Activity: Scan the entries below, and for each line that includes the word "this", make a copy.

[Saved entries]

---+---

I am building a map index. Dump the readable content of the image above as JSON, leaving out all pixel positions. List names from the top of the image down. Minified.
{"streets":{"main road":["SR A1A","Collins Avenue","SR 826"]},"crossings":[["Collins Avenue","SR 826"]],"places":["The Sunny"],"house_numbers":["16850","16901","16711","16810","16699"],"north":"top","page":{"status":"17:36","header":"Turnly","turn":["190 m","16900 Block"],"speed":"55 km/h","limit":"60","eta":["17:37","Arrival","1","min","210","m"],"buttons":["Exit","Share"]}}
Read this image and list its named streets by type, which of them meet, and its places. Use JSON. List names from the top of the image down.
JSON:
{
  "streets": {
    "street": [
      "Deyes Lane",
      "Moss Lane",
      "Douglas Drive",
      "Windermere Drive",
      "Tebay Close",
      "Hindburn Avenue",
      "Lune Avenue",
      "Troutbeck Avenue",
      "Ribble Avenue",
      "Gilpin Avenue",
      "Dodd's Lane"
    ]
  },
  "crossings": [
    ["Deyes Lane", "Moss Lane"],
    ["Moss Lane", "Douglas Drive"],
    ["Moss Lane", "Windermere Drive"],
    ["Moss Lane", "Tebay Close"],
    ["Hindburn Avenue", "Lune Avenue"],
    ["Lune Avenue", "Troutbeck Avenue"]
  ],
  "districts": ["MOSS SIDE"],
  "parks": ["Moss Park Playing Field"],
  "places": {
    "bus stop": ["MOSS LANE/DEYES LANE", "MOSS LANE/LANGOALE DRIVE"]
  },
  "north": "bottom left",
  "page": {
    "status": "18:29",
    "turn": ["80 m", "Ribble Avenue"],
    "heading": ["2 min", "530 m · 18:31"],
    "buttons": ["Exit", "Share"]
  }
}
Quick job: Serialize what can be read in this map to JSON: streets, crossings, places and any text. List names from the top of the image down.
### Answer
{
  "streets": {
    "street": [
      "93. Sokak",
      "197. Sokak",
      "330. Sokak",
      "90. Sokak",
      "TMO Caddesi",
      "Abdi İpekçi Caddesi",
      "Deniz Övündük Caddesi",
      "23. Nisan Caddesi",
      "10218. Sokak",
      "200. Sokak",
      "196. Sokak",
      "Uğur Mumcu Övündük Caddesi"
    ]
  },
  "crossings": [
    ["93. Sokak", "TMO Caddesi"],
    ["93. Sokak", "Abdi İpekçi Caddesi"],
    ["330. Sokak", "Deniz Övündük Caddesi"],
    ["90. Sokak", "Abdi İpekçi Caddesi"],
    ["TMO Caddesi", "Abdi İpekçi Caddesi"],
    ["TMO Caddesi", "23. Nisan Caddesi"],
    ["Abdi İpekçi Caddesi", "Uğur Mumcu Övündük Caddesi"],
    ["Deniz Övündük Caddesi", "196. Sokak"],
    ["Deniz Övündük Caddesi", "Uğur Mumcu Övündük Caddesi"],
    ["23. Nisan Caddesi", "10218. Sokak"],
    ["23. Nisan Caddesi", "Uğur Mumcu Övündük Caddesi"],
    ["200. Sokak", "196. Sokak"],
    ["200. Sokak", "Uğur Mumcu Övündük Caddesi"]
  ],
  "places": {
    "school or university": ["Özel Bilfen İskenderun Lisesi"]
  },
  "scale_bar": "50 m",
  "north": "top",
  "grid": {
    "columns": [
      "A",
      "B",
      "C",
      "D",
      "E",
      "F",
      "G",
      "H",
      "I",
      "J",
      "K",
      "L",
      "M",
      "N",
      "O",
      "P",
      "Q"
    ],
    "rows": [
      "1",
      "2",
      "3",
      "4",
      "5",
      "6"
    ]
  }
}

---+---

Result:
Read this image and list its named streets by type, which of them meet, and its places. Use JSON. List names from the top of the image down.
Quick job: Serialize what can be read in this map to JSON: streets, crossings, places and any text. List names from the top of the image down.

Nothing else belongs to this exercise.